:: DATA FOR THE TASK ::

────────

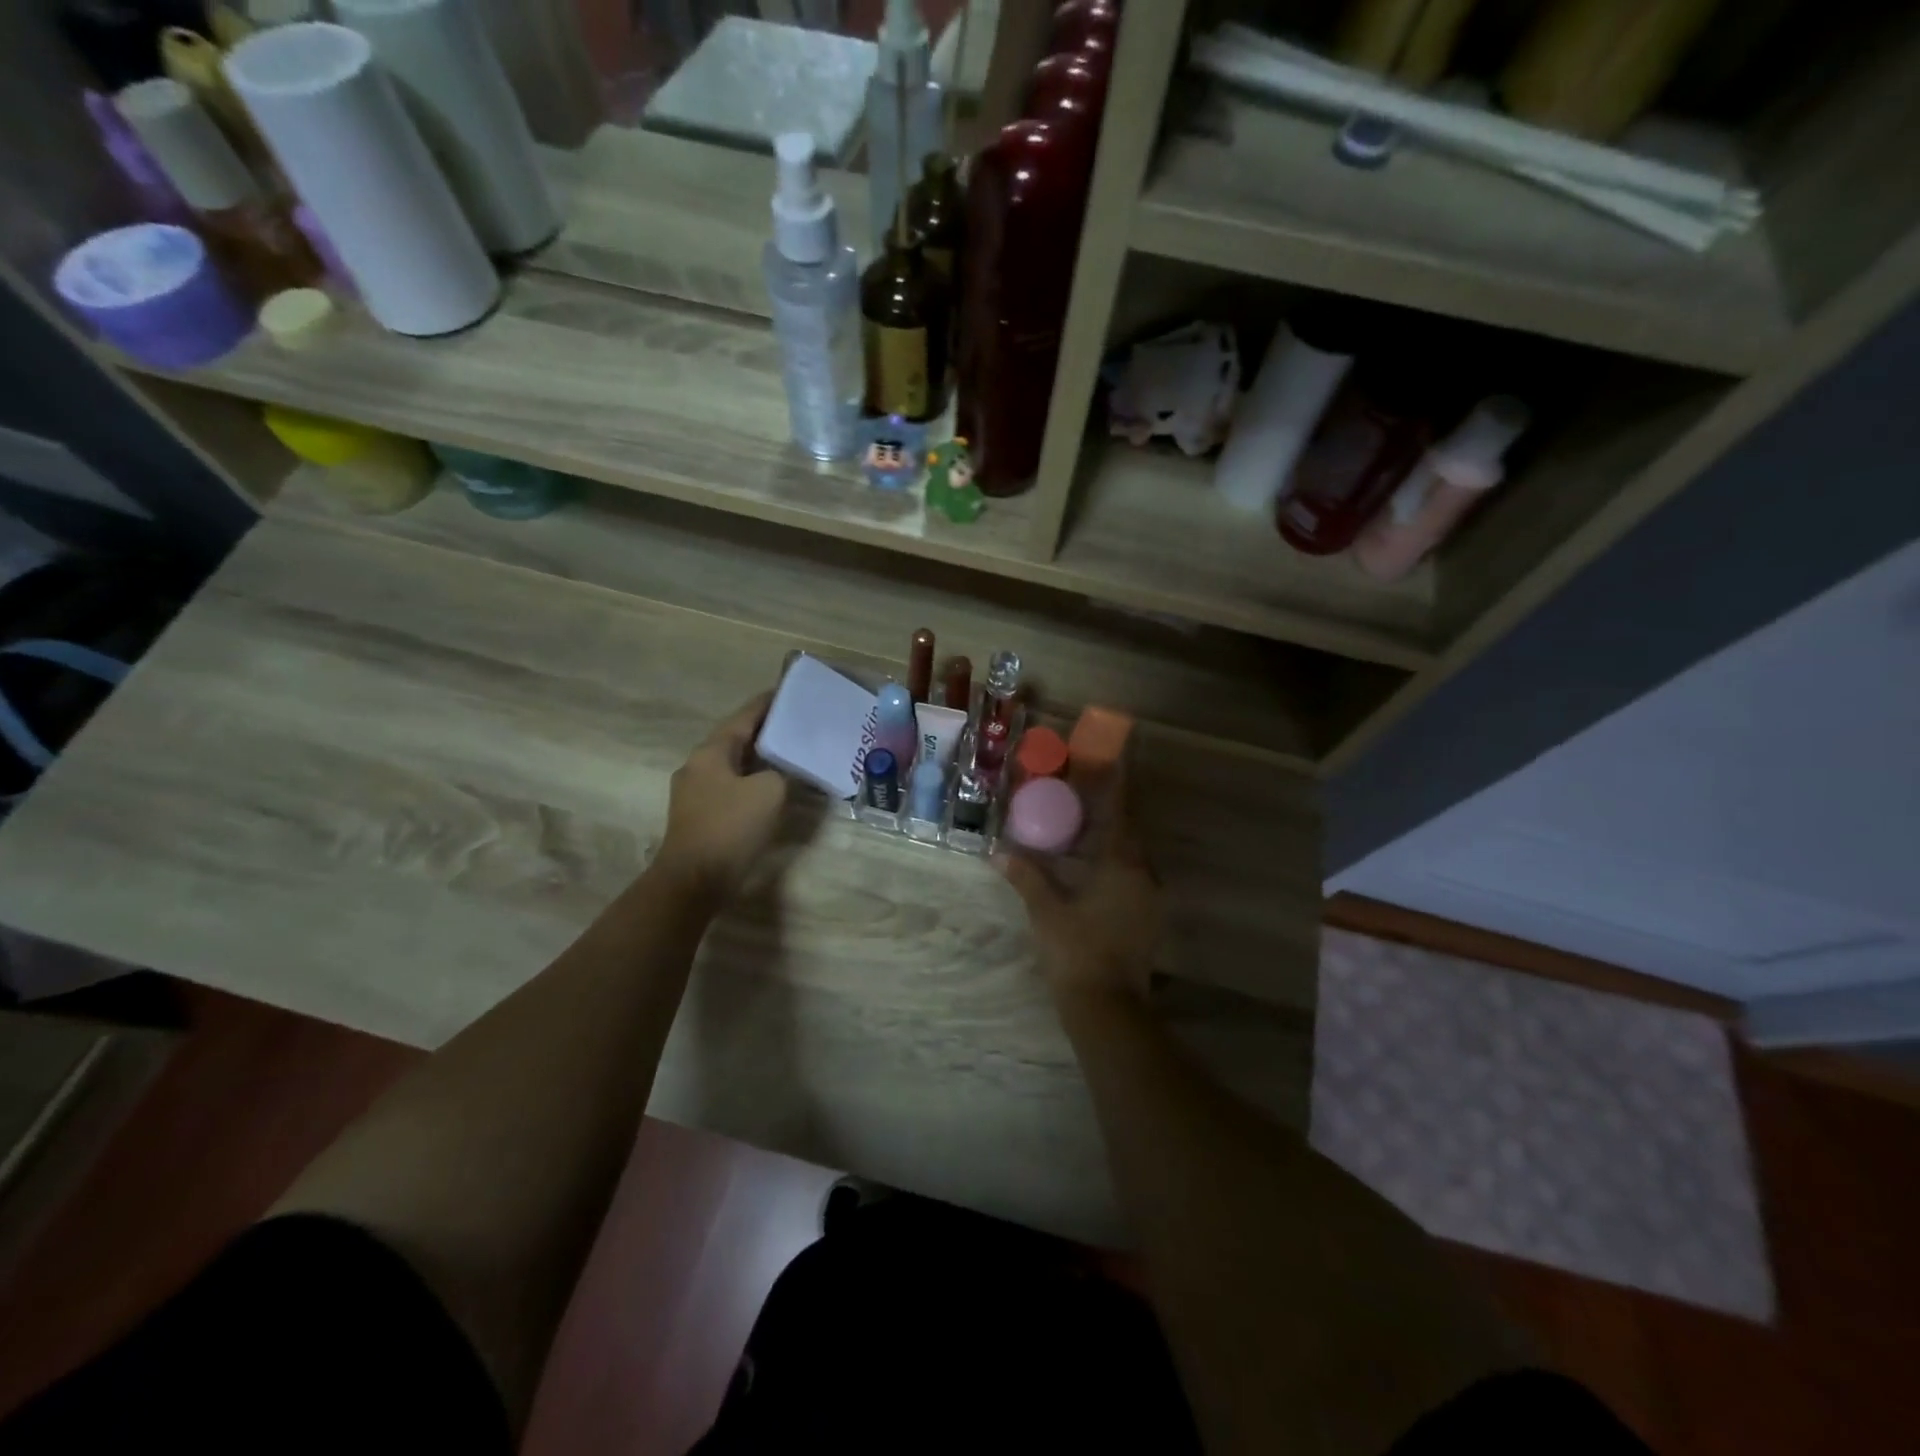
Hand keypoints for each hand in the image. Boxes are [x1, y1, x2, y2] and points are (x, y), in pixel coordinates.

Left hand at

────────

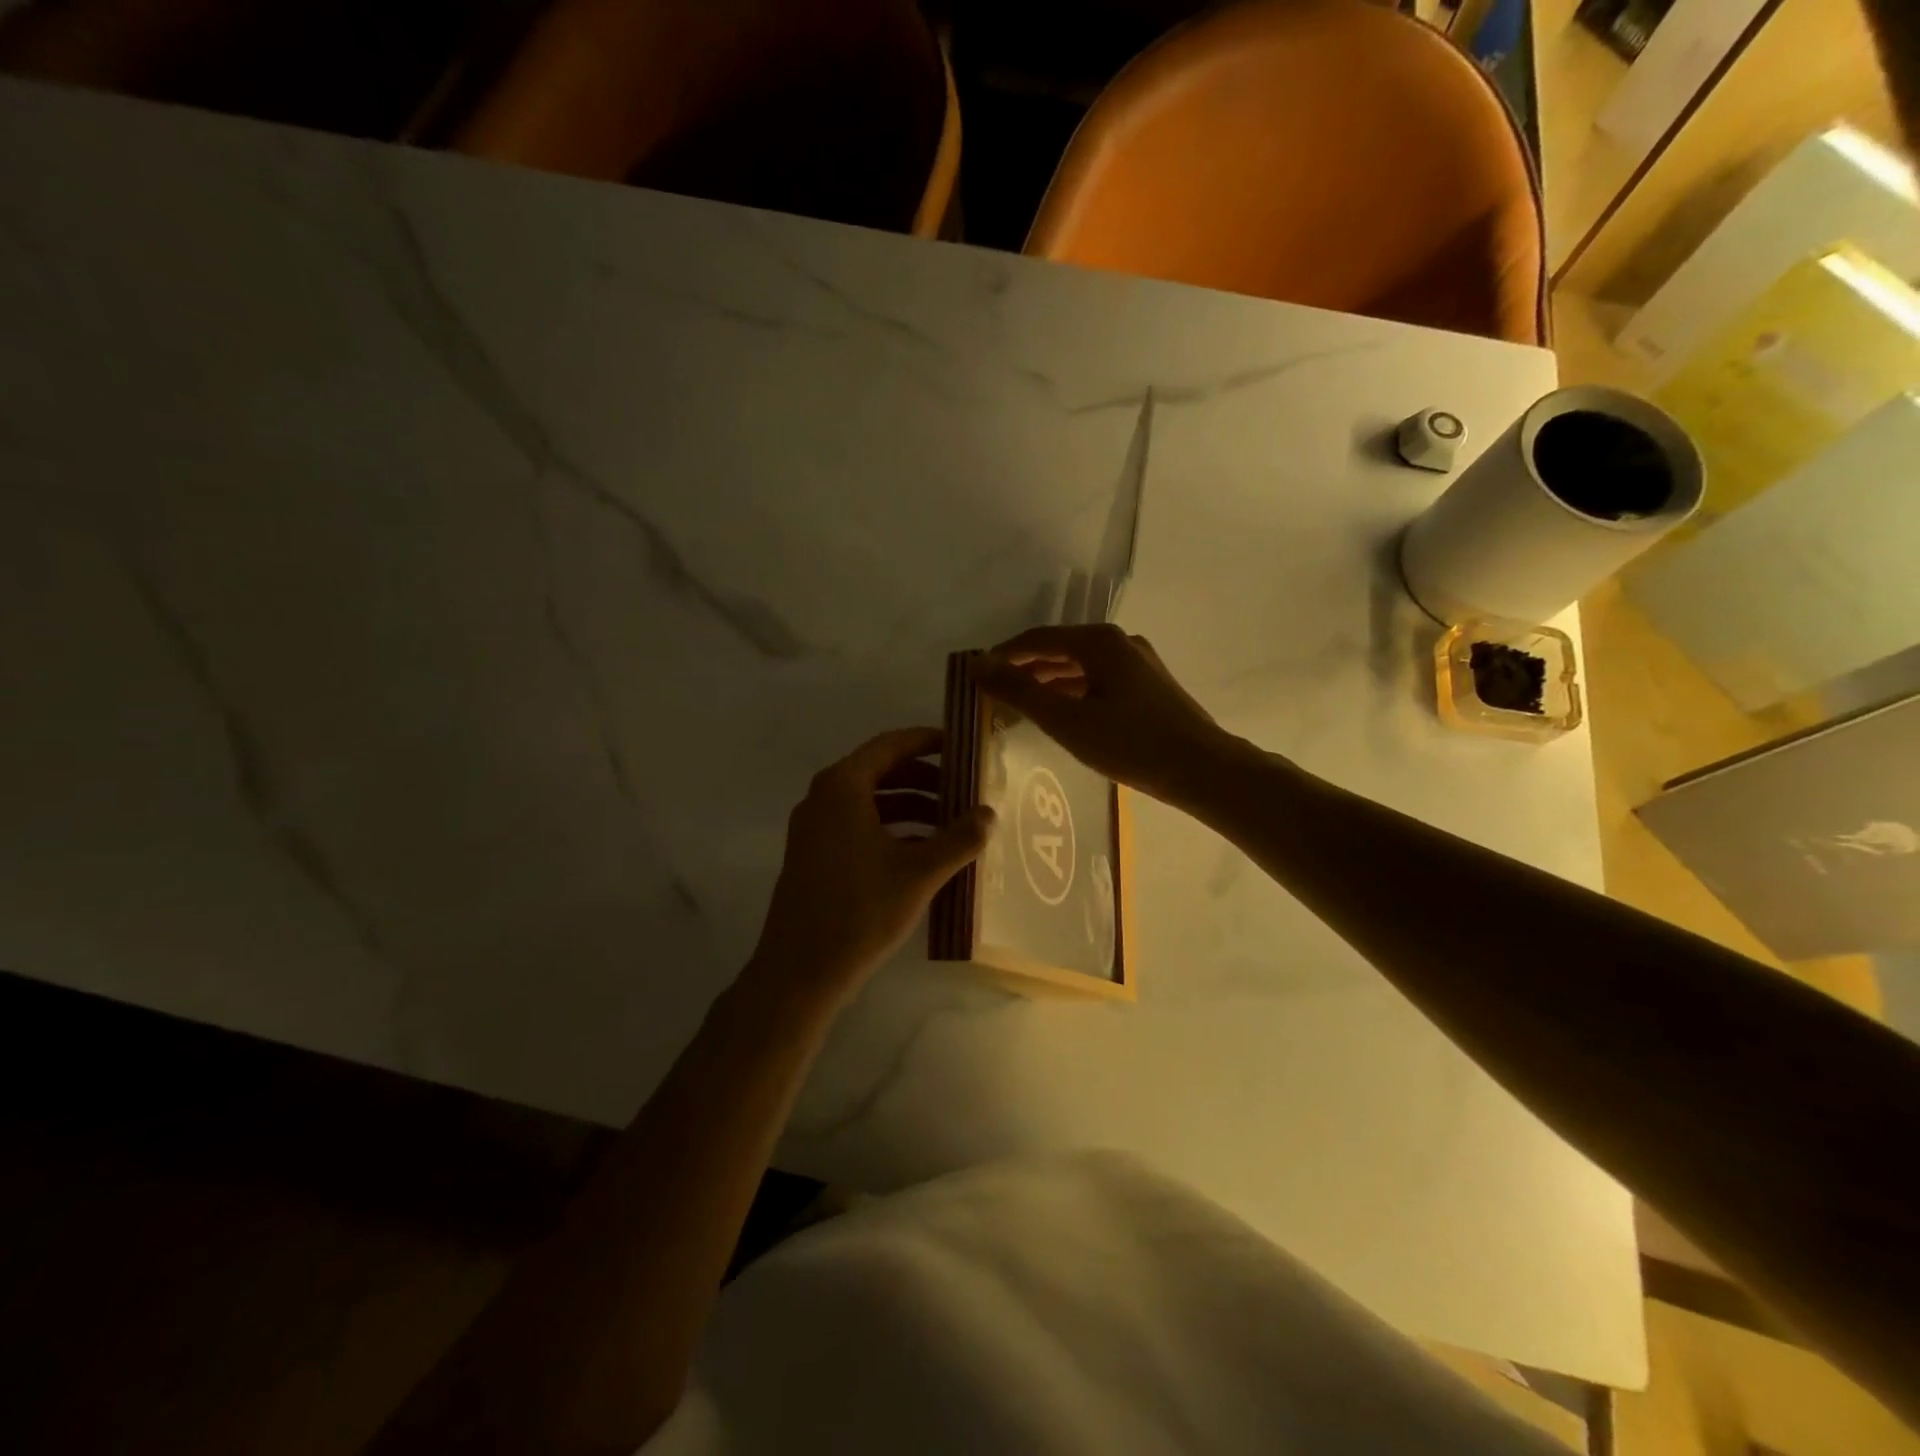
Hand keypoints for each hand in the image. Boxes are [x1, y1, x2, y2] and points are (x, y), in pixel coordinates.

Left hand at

────────

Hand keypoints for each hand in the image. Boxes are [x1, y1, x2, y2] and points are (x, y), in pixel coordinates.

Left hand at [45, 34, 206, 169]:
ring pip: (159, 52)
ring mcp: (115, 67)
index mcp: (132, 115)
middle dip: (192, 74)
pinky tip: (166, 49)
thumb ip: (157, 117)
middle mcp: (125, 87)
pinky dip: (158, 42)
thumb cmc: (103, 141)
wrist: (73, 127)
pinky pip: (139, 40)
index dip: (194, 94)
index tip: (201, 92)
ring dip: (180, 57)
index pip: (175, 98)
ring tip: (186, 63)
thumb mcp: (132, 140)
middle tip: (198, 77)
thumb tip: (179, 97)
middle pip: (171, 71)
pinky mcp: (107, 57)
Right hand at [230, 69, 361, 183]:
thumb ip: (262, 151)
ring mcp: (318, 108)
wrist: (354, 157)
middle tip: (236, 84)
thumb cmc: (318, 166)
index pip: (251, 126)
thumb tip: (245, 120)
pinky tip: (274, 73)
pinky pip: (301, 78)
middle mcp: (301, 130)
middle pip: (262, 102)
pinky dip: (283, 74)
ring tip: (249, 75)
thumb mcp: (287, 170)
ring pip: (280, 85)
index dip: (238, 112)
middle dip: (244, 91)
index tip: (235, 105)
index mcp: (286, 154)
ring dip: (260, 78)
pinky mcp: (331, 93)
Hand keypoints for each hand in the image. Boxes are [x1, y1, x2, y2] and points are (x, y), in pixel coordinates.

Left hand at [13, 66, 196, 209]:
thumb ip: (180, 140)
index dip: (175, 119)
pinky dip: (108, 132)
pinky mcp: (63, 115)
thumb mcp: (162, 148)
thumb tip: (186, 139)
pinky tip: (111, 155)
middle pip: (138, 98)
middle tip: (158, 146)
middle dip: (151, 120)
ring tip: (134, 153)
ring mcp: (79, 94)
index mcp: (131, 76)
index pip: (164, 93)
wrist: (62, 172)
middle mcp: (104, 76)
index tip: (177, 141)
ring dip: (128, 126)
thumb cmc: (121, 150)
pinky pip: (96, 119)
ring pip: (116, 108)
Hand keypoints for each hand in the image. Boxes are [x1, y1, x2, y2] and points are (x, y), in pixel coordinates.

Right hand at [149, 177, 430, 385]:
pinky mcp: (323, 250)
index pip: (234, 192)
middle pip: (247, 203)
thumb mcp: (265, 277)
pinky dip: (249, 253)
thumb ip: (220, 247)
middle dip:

────────

Please output the lines of the listing above that fall in the stretch from the one with "middle pip: (171, 71)" through the one with "middle tip: (158, 146)", exactly and only those.

:: SOLVED PROBLEM ::
middle pip: (171, 71)
pinky mcp: (107, 57)
Right hand at [230, 69, 361, 183]:
thumb ip: (262, 151)
ring mcp: (318, 108)
wrist: (354, 157)
middle tip: (236, 84)
thumb cmc: (318, 166)
index pip: (251, 126)
thumb tip: (245, 120)
pinky tip: (274, 73)
pinky pip: (301, 78)
middle mcp: (301, 130)
middle pip: (262, 102)
pinky dip: (283, 74)
ring tip: (249, 75)
thumb mcp: (287, 170)
ring pip: (280, 85)
index dip: (238, 112)
middle dip: (244, 91)
index tip: (235, 105)
index mcp: (286, 154)
ring dip: (260, 78)
pinky mcp: (331, 93)
Hand keypoints for each hand in the image. Boxes are [x1, y1, x2, y2] and points are (x, y), in pixel coordinates.

Left hand at [13, 66, 196, 209]:
thumb ip: (180, 140)
index dip: (175, 119)
pinky dip: (108, 132)
pinky mcp: (63, 115)
thumb mcp: (162, 148)
thumb tip: (186, 139)
pinky tip: (111, 155)
middle pip: (138, 98)
middle tip: (158, 146)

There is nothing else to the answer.